最初に疑われるのがフォウルを襲いに行く事とか、どんだけ短絡的なんだよ。
どう見ても、そういう雰囲気じゃなかっただろ。
「フォウルは今アトラの部屋に置くアクセサリーの材料を取りに行ってるじゃないか」
ローテーションを組んで定期的に全員休みを入れているが、フォウルは部屋の置物の材料を取りに行った。
休日の事まで口を出したりはしない。
イミアの叔父に何か頼んでいたようだし、ラフタリアにアトラの監視を任せて出かけてしまった。
明日には帰ってくるだろうけど、今日は大丈夫だろ。
「そう言えば、そうでしたね」
「ああ」
「だが、明日には一波乱ありそうだな」
避けては通れない道だ。
さて、フォウルはアトラを止める事ができるかな?
そろそろ遠征の準備をしなくちゃいけない。
一応、準備は万全だ。
勇者共も呪いは解除された。
樹の呪いは性格に関する事以外は支障が無いLvにまで回復している。
俺も連日療養したお陰で憤怒の呪いは完治したし、おかしくなった時起こった呪いも解除出来た。

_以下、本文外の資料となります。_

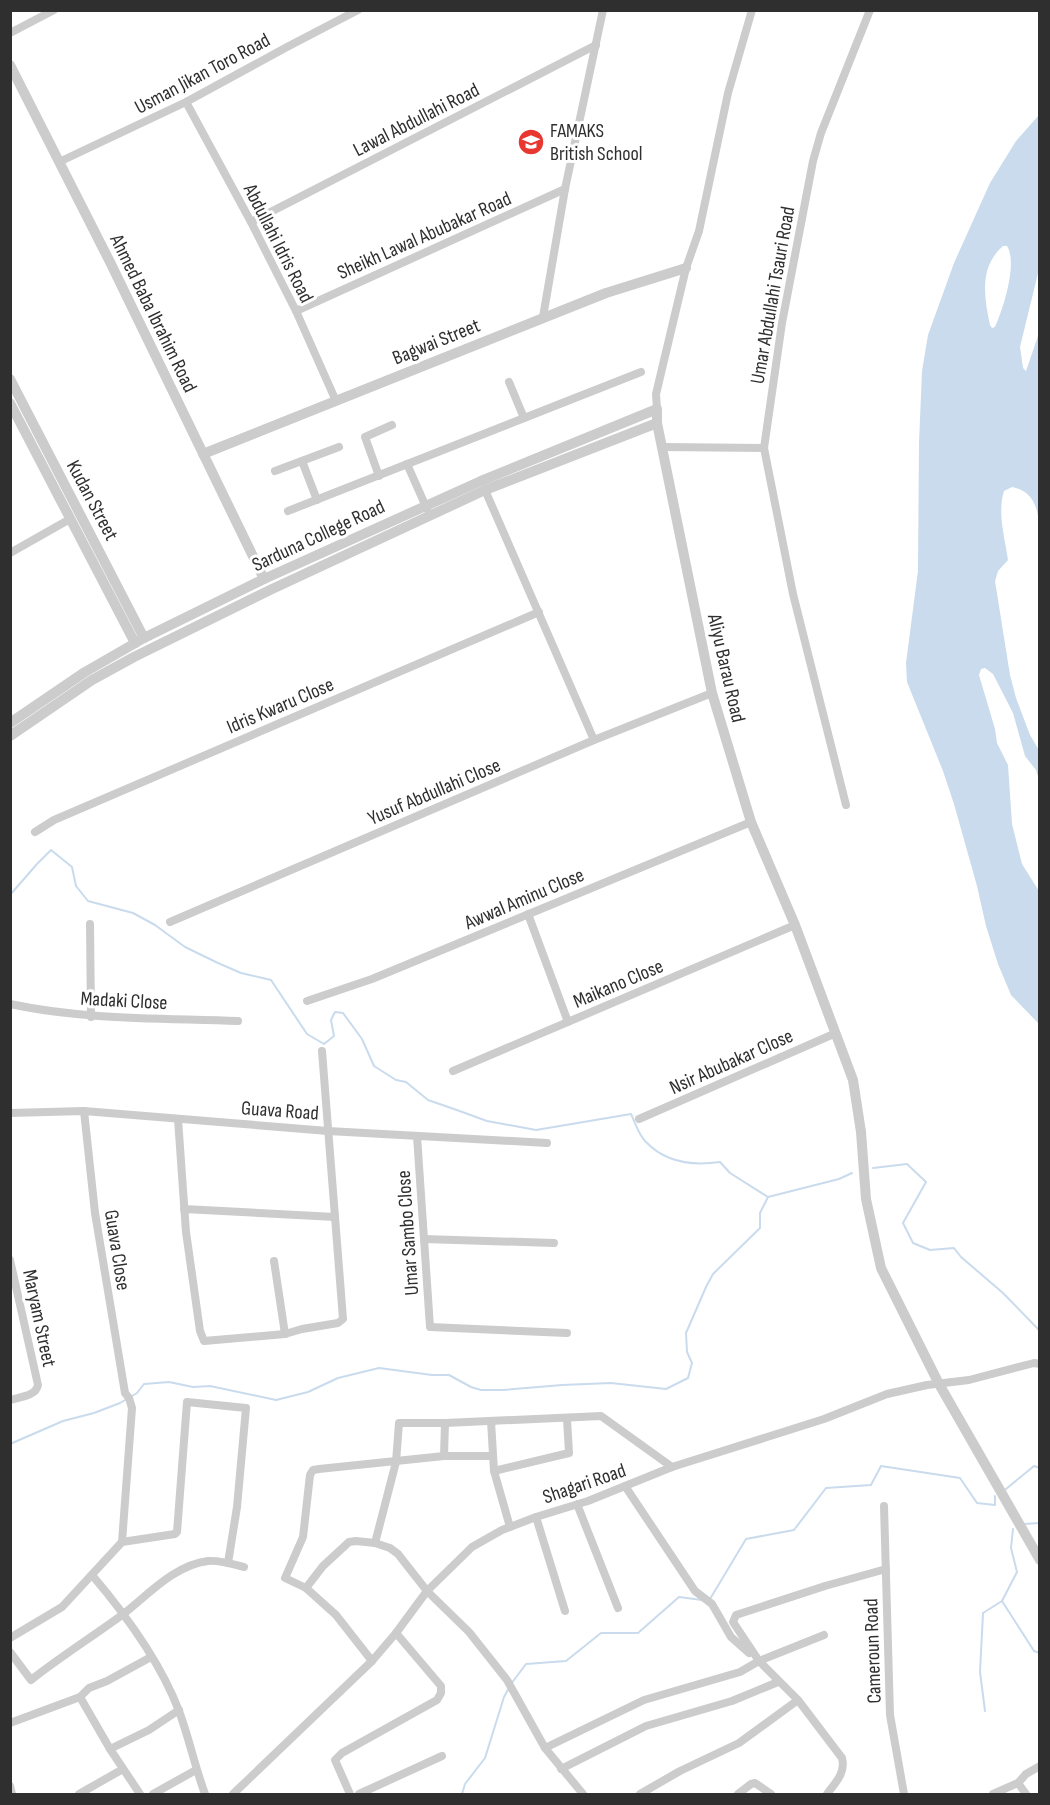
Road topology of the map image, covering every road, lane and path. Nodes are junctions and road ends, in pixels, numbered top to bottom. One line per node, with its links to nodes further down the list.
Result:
1 (54, 10): 6 (street)
2 (358, 10): 9 (street, Usman Jikan Toro Road)
3 (603, 10): 7 (street)
4 (752, 10): 13 (street)
5 (870, 10): 27 (street, Umar Abdullahi Tsauri Road)
6 (10, 33)
7 (596, 45): 11 (street); 12 (street, Lawal Abdullahi Road)
8 (10, 64): 10 (street, Ahmed Baba Ibrahim Road)
9 (186, 102): 10 (street, Usman Jikan Toro Road); 12 (street, Abdullahi Idris Road)
10 (59, 162): 28 (street, Ahmed Baba Ibrahim Road)
11 (565, 189): 14 (street, Sheikh Lawal Abubakar Road); 15 (street)
12 (251, 222): 14 (street, Abdullahi Idris Road)
13 (686, 268): 15 (street, Bagwai Street); 21 (street)
14 (296, 311): 19 (street, Abdullahi Idris Road)
15 (543, 317): 19 (street, Bagwai Street)
16 (641, 372): 22 (street)
17 (10, 379): 41 (street, Kudan Street)
18 (509, 382): 22 (street)
19 (336, 401): 28 (street, Bagwai Street)
20 (10, 403): 37 (street)
21 (657, 409): 23 (street, Aliyu Barau Road); 35 (street, Sarduna College Road)
22 (524, 418): 30 (street)
23 (657, 423): 26 (street, Aliyu Barau Road); 33 (street, Sarduna College Road)
24 (392, 425): 32 (street)
25 (339, 447): 29 (street)
26 (662, 447): 27 (street); 42 (street, Aliyu Barau Road)
27 (764, 448): 46 (street, Umar Abdullahi Tsauri Road)
28 (203, 454): 39 (street, Ahmed Baba Ibrahim Road)
29 (302, 461): 31 (street); 34 (street)
30 (407, 464): 32 (street); 35 (street)
31 (275, 471)
32 (379, 476): 34 (street)
33 (485, 490): 35 (street, Sarduna College Road); 40 (street)
34 (317, 500): 36 (street)
35 (428, 510): 39 (street, Sarduna College Road); 44 (street, Sarduna College Road)
36 (288, 511)
37 (70, 519): 38 (street); 41 (street)
38 (10, 553)
39 (264, 579): 41 (street, Sarduna College Road)
40 (539, 612): 45 (street); 48 (street, Idris Kwaru Close)
41 (139, 640): 43 (street, Sarduna College Road)
42 (712, 693): 45 (street, Yusuf Abdullahi Close); 47 (street, Aliyu Barau Road)
43 (10, 723)
44 (10, 736)
45 (594, 740): 50 (street, Yusuf Abdullahi Close)
46 (846, 805)
47 (751, 822): 49 (street, Awwal Aminu Close); 52 (street, Aliyu Barau Road)
48 (35, 832)
49 (528, 914): 53 (street, Awwal Aminu Close); 57 (street)
50 (170, 922)
51 (90, 924): 55 (street)
52 (795, 925): 57 (street, Maikano Close); 58 (street, Aliyu Barau Road)
53 (308, 1001)
54 (10, 1004): 55 (street, Madaki Close)
55 (92, 1017): 56 (street, Madaki Close)
56 (238, 1021)
57 (568, 1022): 60 (street, Maikano Close)
58 (836, 1033): 64 (street, Nsir Abubakar Close); 78 (street, Aliyu Barau Road)
59 (322, 1051): 65 (street)
60 (453, 1071)
61 (84, 1111): 62 (street, Guava Road); 63 (street, Guava Road); 93 (street, Guava Close)
62 (10, 1113)
63 (178, 1119): 65 (street, Guava Road); 68 (street)
64 (639, 1119)
65 (328, 1131): 66 (street, Guava Road); 69 (street)
66 (417, 1136): 67 (street, Guava Road); 70 (street, Umar Sambo Close)
67 (547, 1143)
68 (184, 1209): 69 (street); 76 (street)
69 (335, 1217): 76 (street)
70 (424, 1239): 71 (street); 75 (street, Umar Sambo Close)
71 (554, 1243)
72 (10, 1260): 74 (street, Maryam Street)
73 (274, 1261): 76 (street)
74 (14, 1296): 79 (street, Maryam Street)
75 (567, 1333)
76 (285, 1334)
77 (1040, 1364): 78 (street, Shagari Road)
78 (939, 1384): 86 (street, Shagari Road); 95 (street, Aliyu Barau Road)
79 (10, 1400)
80 (567, 1419): 81 (street); 86 (street); 87 (street)
81 (494, 1421): 82 (street); 84 (street)
82 (445, 1423): 83 (street); 85 (street)
83 (444, 1456): 84 (street); 85 (street)
84 (492, 1456): 87 (street)
85 (396, 1462): 94 (street); 100 (street)
86 (672, 1467): 88 (street, Shagari Road)
87 (494, 1471): 92 (street)
88 (625, 1486): 89 (street, Shagari Road); 111 (street)
89 (577, 1504): 91 (street, Shagari Road); 102 (street)
90 (884, 1506): 98 (street, Cameroun Road)
91 (536, 1517): 92 (street, Shagari Road); 103 (street)
92 (510, 1527): 101 (street, Shagari Road)
93 (122, 1542): 96 (street); 99 (street)
94 (375, 1543): 100 (street); 101 (street)
95 (1040, 1560)
96 (228, 1563): 97 (street); 104 (street)
97 (244, 1567)
98 (886, 1569): 111 (street); 139 (street, Cameroun Road)
99 (92, 1575): 104 (street); 107 (street)
100 (306, 1587): 110 (street)
101 (427, 1592): 105 (street, Shagari Road); 117 (street)
102 (618, 1608)
103 (565, 1611)
104 (124, 1613): 108 (street); 109 (street)
105 (396, 1633): 110 (street, Shagari Road); 132 (street)
106 (824, 1635): 111 (street)
107 (10, 1638)
108 (10, 1652)
109 (151, 1657): 113 (street); 115 (street)
110 (372, 1660): 131 (street, Shagari Road)
111 (759, 1661): 112 (street); 117 (street)
112 (778, 1682): 114 (street); 122 (street)
113 (80, 1697): 116 (street); 118 (street)
114 (798, 1700): 135 (street); 138 (street)
115 (178, 1710): 118 (street); 123 (street)
116 (10, 1723)
117 (546, 1748): 122 (street)
118 (110, 1749): 121 (street)
119 (442, 1756): 133 (street)
120 (1040, 1766): 124 (street)
121 (123, 1769): 127 (street); 128 (street)
122 (561, 1769): 134 (street)
123 (196, 1770): 129 (street); 130 (street)
124 (1018, 1783): 140 (street); 141 (street)
125 (10, 1786): 126 (street)
126 (12, 1794)
127 (79, 1794)
128 (140, 1794)
129 (153, 1794)
130 (205, 1794)
131 (233, 1794)
132 (351, 1794)
133 (359, 1794)
134 (583, 1794)
135 (640, 1794)
136 (738, 1794): 137 (street)
137 (771, 1794)
138 (827, 1794)
139 (904, 1794)
140 (993, 1794)
141 (1026, 1794)

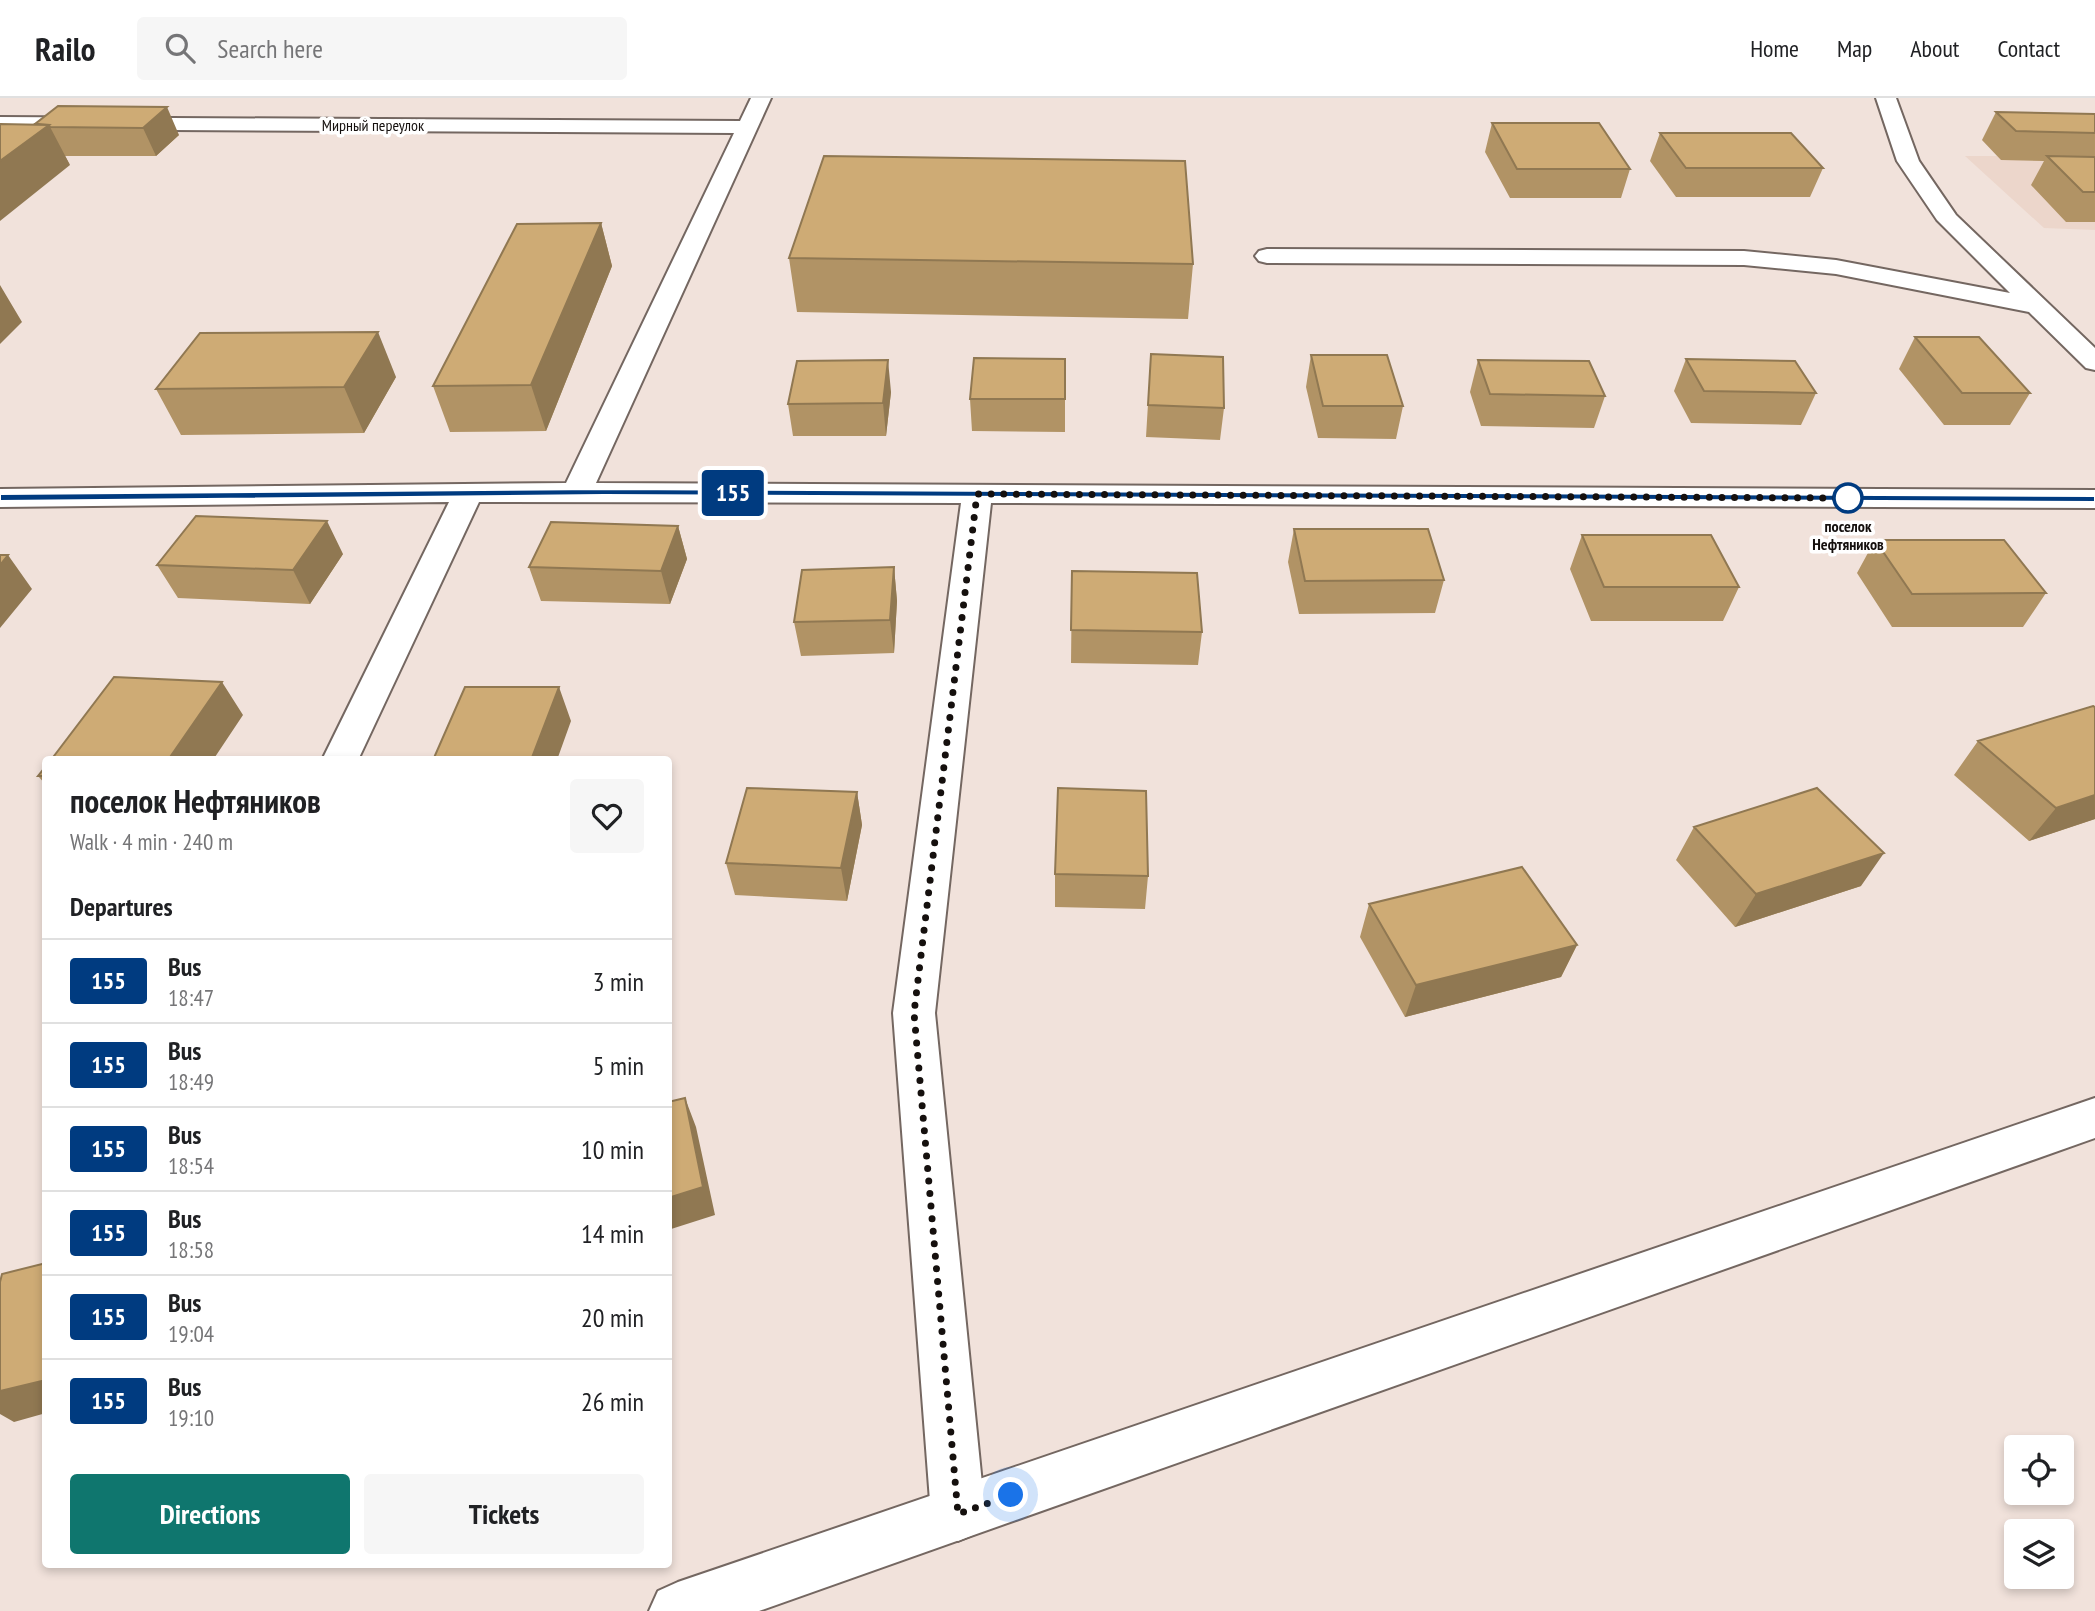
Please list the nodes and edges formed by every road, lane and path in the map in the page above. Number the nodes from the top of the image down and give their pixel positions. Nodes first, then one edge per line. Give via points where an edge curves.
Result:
1 (761, 98) edge
2 (1886, 98) edge
3 (391, 107) dead end
4 (0, 123) edge
5 (377, 125) junction
6 (746, 127) junction
7 (1266, 256) dead end
8 (2037, 306) junction
9 (2095, 362) edge
10 (578, 492) junction
11 (468, 494) junction
12 (977, 494) junction
13 (0, 498) edge
14 (2095, 499) edge
15 (342, 756) edge
16 (2095, 1118) edge
17 (958, 1514) junction
18 (678, 1611) edge

1 - 6 street
2 - 8 street via 1908,161 1948,220
3 - 5 street
4 - 5 street, Мирный переулок
5 - 6 street, Мирный переулок
6 - 10 street
7 - 8 street via 1744,258 1836,268
8 - 9 street
10 - 11 street
10 - 12 street
11 - 13 street
11 - 15 street
12 - 14 street
12 - 17 street via 914,1013
16 - 17 street
17 - 18 street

精々経験値が定期的に失われるのと薬の調合をする時に品質が数段階落ちる程度だ。
村の連中で波に挑みたい、戦いたいと言う立候補者のLvもかなり高いし、魔物共もやる気がある。
良くここまで育てたと俺自身を褒めたい気分だ。
ちなみに、村の奴隷代表はラフタリアを除けばキールが代表だな。
ストッパーとしての役目は無いが、戦闘面では中々の強さだ。
相変わらずクレープの木にへばりついているけどさ。
波に挑むかを聞いたらやる気満々だった。